- WHAT THIS TASK INVOLVES
For every line in the material below that holds "wrist", report the line.

+++ RECORDS SHOWN

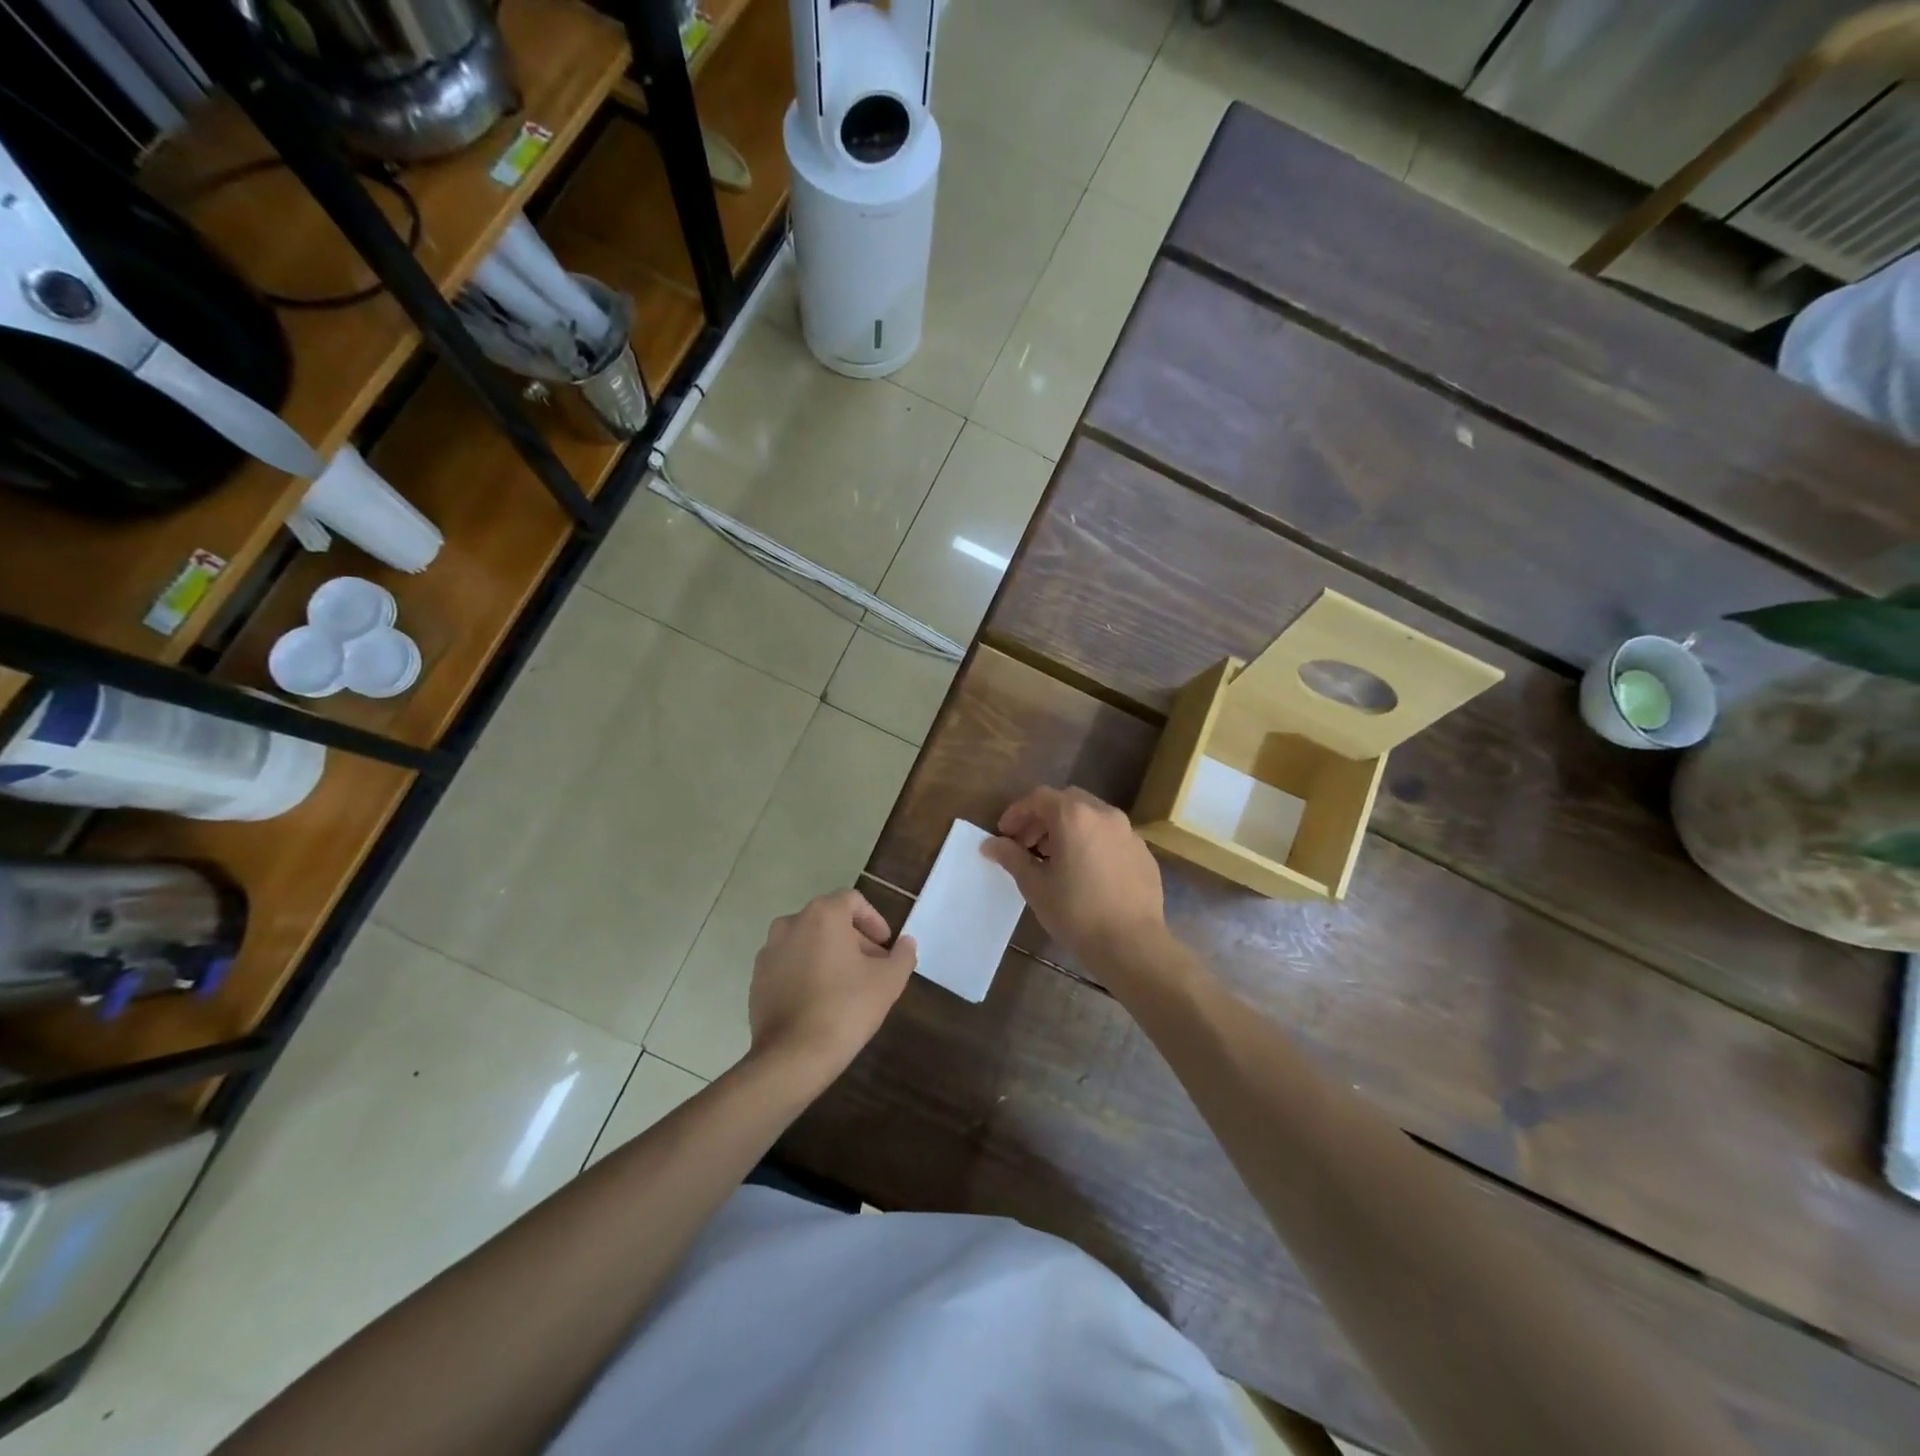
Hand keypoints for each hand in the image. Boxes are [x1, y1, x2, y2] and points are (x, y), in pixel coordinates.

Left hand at [747, 890, 916, 1086]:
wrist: (793, 1057)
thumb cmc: (846, 1009)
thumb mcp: (889, 981)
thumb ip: (903, 955)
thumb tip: (906, 943)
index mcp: (822, 915)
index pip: (852, 901)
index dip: (874, 920)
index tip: (885, 946)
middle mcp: (790, 923)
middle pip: (829, 920)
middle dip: (854, 939)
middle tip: (872, 967)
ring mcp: (769, 951)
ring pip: (807, 941)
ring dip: (829, 954)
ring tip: (847, 985)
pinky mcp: (757, 978)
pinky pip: (789, 964)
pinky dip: (806, 971)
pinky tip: (820, 1000)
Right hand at [982, 787, 1167, 968]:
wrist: (1132, 945)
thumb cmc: (1076, 912)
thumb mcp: (1035, 885)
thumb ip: (1011, 857)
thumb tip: (990, 844)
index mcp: (1074, 816)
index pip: (1038, 798)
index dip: (1017, 813)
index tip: (1004, 834)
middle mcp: (1104, 814)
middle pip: (1067, 802)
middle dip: (1043, 818)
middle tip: (1028, 844)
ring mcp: (1129, 832)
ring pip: (1092, 817)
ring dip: (1069, 828)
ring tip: (1056, 859)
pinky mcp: (1143, 852)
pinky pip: (1111, 836)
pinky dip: (1092, 842)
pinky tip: (1086, 872)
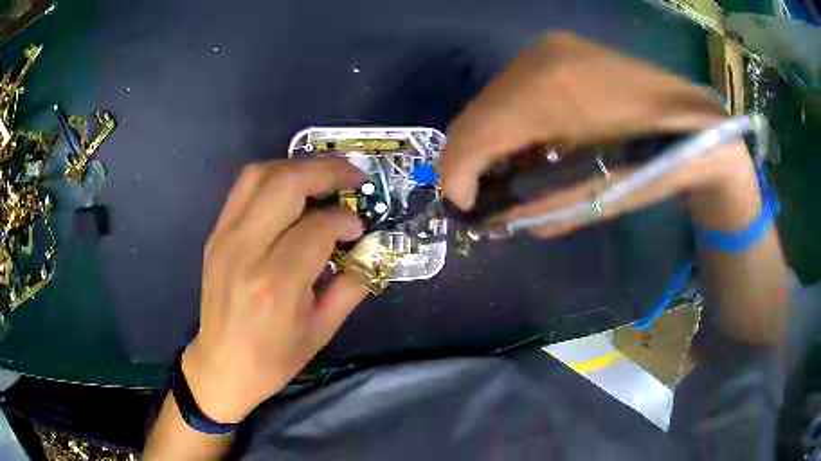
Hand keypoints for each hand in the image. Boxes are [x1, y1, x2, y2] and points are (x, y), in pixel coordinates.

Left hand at [182, 158, 367, 422]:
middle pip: (286, 182)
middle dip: (326, 171)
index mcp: (277, 282)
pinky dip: (273, 178)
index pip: (318, 226)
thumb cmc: (274, 357)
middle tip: (352, 177)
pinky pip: (243, 189)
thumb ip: (352, 283)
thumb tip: (370, 247)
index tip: (358, 228)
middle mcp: (246, 250)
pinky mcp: (215, 235)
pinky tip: (292, 191)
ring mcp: (224, 238)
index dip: (346, 219)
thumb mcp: (323, 329)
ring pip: (260, 174)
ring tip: (323, 177)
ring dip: (297, 166)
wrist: (222, 365)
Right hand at [438, 32, 755, 236]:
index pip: (475, 132)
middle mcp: (539, 58)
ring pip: (492, 99)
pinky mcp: (561, 50)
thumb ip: (540, 207)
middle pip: (476, 112)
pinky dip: (510, 119)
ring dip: (490, 138)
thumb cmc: (659, 165)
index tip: (464, 206)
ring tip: (509, 170)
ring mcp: (550, 48)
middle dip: (471, 158)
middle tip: (483, 193)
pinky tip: (529, 140)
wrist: (699, 126)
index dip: (457, 174)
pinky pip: (514, 88)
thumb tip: (499, 219)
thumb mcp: (599, 199)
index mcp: (550, 91)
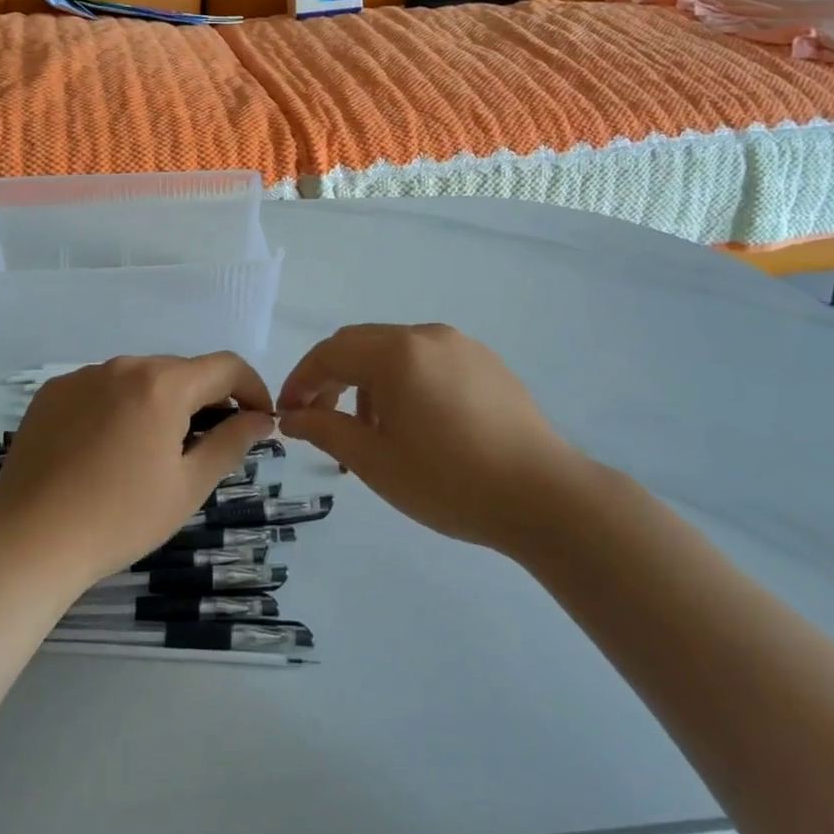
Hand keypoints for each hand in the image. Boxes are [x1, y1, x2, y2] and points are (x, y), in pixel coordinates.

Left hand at [0, 354, 276, 592]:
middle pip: (181, 371)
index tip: (261, 420)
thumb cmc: (119, 518)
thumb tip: (262, 418)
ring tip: (153, 453)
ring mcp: (82, 376)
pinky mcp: (52, 393)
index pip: (225, 366)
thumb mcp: (188, 486)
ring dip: (161, 404)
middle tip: (208, 446)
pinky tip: (108, 450)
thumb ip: (231, 443)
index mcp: (163, 384)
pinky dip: (120, 408)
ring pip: (140, 379)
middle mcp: (123, 365)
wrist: (27, 541)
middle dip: (206, 400)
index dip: (253, 388)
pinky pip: (102, 389)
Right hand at [277, 323, 592, 552]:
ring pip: (395, 351)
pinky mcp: (487, 363)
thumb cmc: (449, 481)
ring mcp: (462, 346)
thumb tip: (293, 416)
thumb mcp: (375, 461)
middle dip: (332, 377)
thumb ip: (325, 430)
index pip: (329, 353)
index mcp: (396, 352)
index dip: (301, 381)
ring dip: (368, 380)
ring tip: (371, 430)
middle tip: (320, 419)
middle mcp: (427, 336)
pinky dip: (404, 381)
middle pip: (361, 344)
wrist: (545, 497)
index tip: (288, 415)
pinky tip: (415, 422)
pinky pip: (429, 360)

++++++

- ANSWER FOR THE TASK
wrist: (793, 1057)
wrist: (1132, 945)
wrist: (222, 365)
wrist: (699, 126)
wrist: (27, 541)
wrist: (545, 497)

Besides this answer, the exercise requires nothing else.